YOUR GOAL | Go through the entries below and print each one exactly, leaving out pictures.

Data excerpts
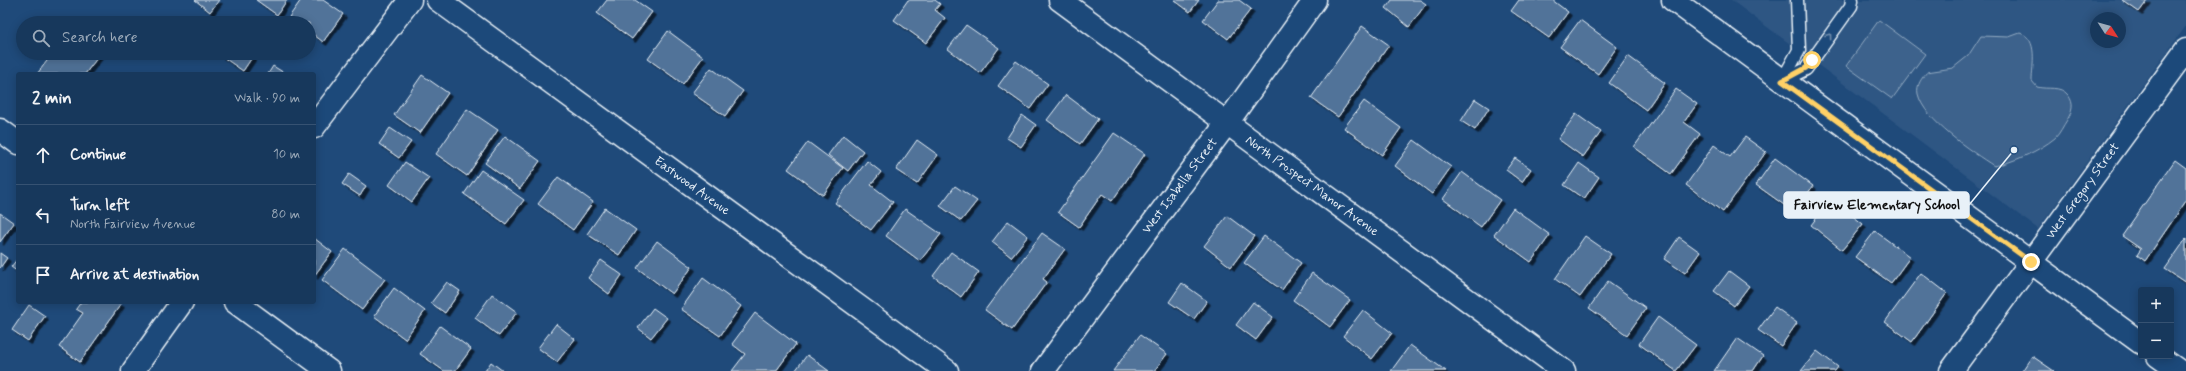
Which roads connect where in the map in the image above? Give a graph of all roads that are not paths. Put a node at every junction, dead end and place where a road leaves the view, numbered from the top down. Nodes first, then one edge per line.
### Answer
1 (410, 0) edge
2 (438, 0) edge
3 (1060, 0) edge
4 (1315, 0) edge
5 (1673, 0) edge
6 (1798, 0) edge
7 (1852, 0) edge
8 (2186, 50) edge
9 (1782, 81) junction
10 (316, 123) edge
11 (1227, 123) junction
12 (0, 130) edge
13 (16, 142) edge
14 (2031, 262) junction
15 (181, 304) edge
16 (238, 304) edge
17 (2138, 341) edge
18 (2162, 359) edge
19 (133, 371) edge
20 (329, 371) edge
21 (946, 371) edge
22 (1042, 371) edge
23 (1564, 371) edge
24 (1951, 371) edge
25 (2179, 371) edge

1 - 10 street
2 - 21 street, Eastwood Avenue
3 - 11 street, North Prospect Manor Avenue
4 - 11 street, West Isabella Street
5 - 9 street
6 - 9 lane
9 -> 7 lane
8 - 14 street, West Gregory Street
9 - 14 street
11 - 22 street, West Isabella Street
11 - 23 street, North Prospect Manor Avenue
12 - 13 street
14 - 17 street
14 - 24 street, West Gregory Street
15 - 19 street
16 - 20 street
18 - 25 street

ANSWER FOR THE TASK |
Which roads connect where in the map in the image above? Give a graph of all roads that are not paths. Put a node at every junction, dead end and place where a road leaves the view, numbered from the top down. Nodes first, then one edge per line.
### Answer
1 (410, 0) edge
2 (438, 0) edge
3 (1060, 0) edge
4 (1315, 0) edge
5 (1673, 0) edge
6 (1798, 0) edge
7 (1852, 0) edge
8 (2186, 50) edge
9 (1782, 81) junction
10 (316, 123) edge
11 (1227, 123) junction
12 (0, 130) edge
13 (16, 142) edge
14 (2031, 262) junction
15 (181, 304) edge
16 (238, 304) edge
17 (2138, 341) edge
18 (2162, 359) edge
19 (133, 371) edge
20 (329, 371) edge
21 (946, 371) edge
22 (1042, 371) edge
23 (1564, 371) edge
24 (1951, 371) edge
25 (2179, 371) edge

1 - 10 street
2 - 21 street, Eastwood Avenue
3 - 11 street, North Prospect Manor Avenue
4 - 11 street, West Isabella Street
5 - 9 street
6 - 9 lane
9 -> 7 lane
8 - 14 street, West Gregory Street
9 - 14 street
11 - 22 street, West Isabella Street
11 - 23 street, North Prospect Manor Avenue
12 - 13 street
14 - 17 street
14 - 24 street, West Gregory Street
15 - 19 street
16 - 20 street
18 - 25 street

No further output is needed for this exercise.